Paris II | Alfred Brückner

This is a very simple camera in the large format wooden view camera category. It is a half-plate, 13 x 18cm, and due lack of resources it ends up being very light and compact for this format.

When folded, it looks like a small suitcase. By releasing the side locks, the rear board unfolds to form the horizontal base of the camera. Over it we slide the back of the camera causing the extension of the bellows. For this type of construction is called a tailboard camera. This is opposed to drop bed, which is the case when the front of the camera falls forward making a base for the lens board to advance, instead of the film plate going backwards.

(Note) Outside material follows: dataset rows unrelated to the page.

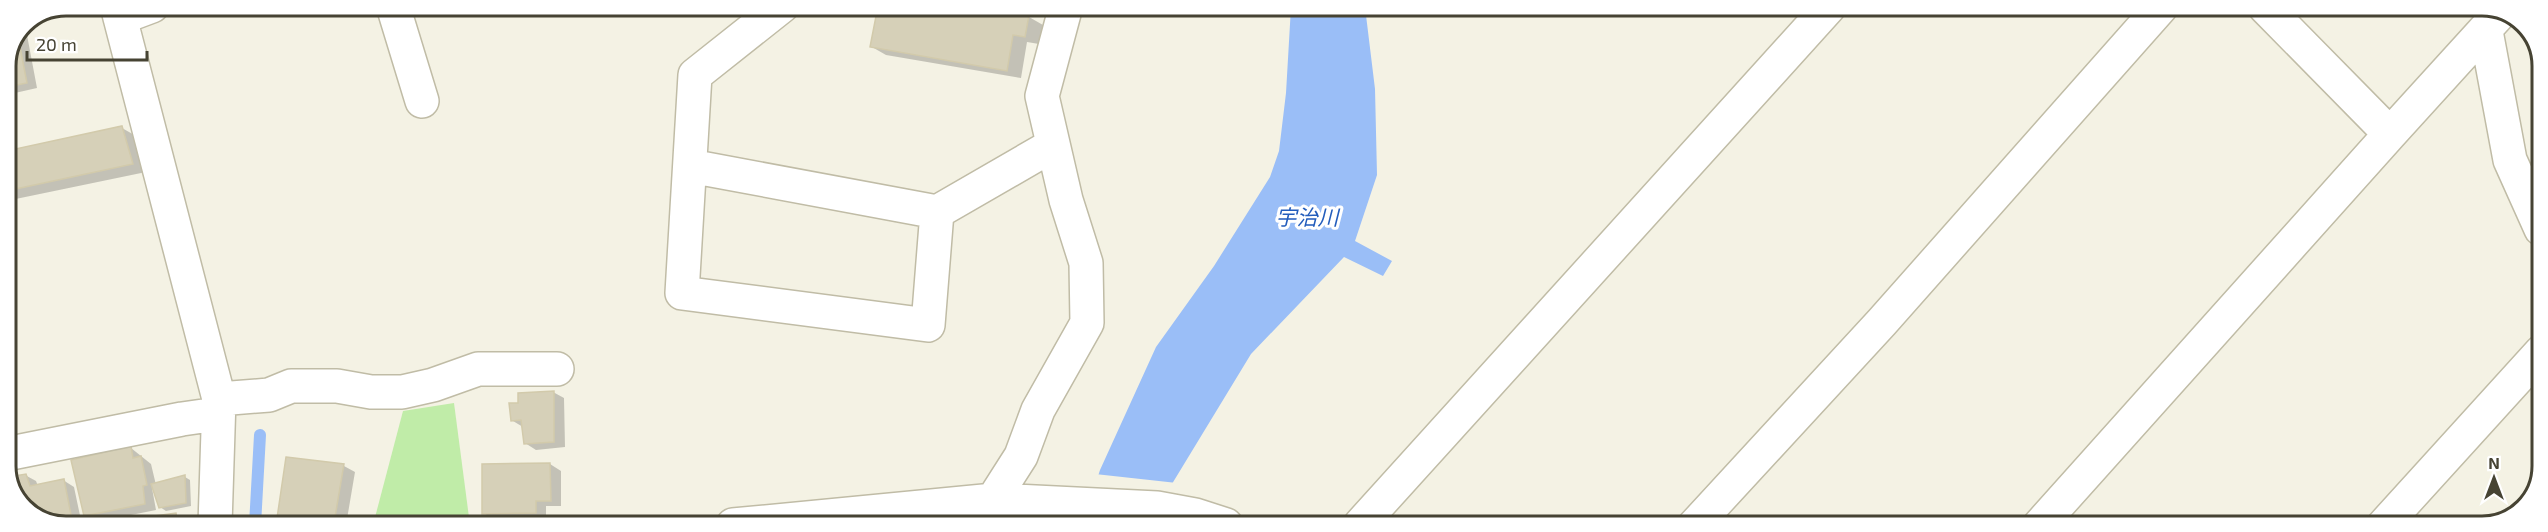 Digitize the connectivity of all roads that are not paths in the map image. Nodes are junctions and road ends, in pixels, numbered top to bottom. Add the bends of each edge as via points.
1 (120, 16) edge
2 (396, 16) edge
3 (769, 16) edge
4 (1063, 16) edge
5 (1821, 16) edge
6 (2153, 16) edge
7 (2274, 16) edge
8 (2494, 21) edge
9 (422, 101) dead end
10 (2390, 134) junction
11 (1053, 145) junction
12 (690, 166) junction
13 (2531, 208) edge
14 (937, 212) junction
15 (2532, 362) edge
16 (557, 369) dead end
17 (218, 406) junction
18 (17, 452) edge
19 (986, 513) edge
20 (215, 516) edge
21 (923, 516) edge
22 (1198, 516) edge
23 (1368, 516) edge
24 (1703, 516) edge
25 (2048, 516) edge
26 (2394, 516) edge

1 - 17 street
2 - 9 street
3 - 12 street via 695,75
4 - 11 street via 1042,96
5 - 23 street
6 - 24 street via 1882,322
7 - 10 street
8 - 10 street
8 - 13 street via 2510,160
10 - 25 street
11 - 14 street
11 - 19 street via 1086,263 1087,323 1038,410 1021,456
12 - 14 street
12 - 14 street via 682,292 928,325
15 - 26 street
16 - 17 street via 478,369 402,392 291,386
17 - 18 street via 182,419
17 - 20 street
19 - 21 street
19 - 22 street via 1029,502 1157,508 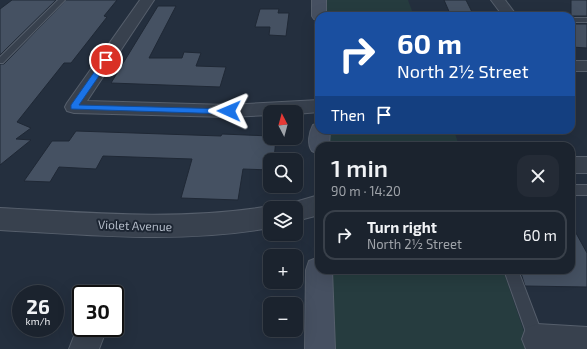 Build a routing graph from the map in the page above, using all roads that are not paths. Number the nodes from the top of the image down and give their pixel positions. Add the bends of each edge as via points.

The rear of the camera must then be engaged in one of the three available positions depending on whether the lens to be used is more or less angular. The center position, as in the photo above, is ideal for a normal lens. For this format it would be around 220 mm.

Focus adjustment is performed by turning the right knob on the tailboard and this actuates a rack-and-pinion device that makes the camera’s rear slide forwards or backwards. The focus can and must be locked with the lock nut on the left side before you load the film/plate holder. Otherwise, chances are that the back will move and lose focus.

The back of the camera has just this back-and-forth movement to focus. No tilts, rotations or shifts are possible. Also note that only portrait format is offered on this camera. Of course, you can rotate the entire body with the head of a tripod. But that’s not practical at all as this construction is only really stable when it’s upright.

The front of the camera offers vertical and horizontal shifts but no tilt or swivel. In the same format, as a comparison, we can see the ICA Excelsior. This is a more complete tailboard with a good set of other movement and a squared back that lets you turn 90 degrees to toggle between portrait and landscape.

This specimen is equipped with a 21 cm, f/4.5 lens. It’s a Voigtlander Heliar. This lens goes well with it because of its focal length, luminosity and even age. The lens is from 1928/29 and the camera is probably from interwar as well. But they didn’t enter the collection together. I think hardly anyone at the time would put a sophisticated lens like a Heliar on a camera as basic as this.

The manufacturer of this camera was Alfred Brücker, based in the town of Rabenau near Dresden. According to Camera-Wiki, it was active from 1900 to 1955 producing studio and field view cameras.

A page from an Alfred Brücker features this model called Paris II.

The description emphasizes that it is made of authentic walnut, bellows with leather corners, double rack and pinion drive, solid brass fittings and it comes with 3 double film holders.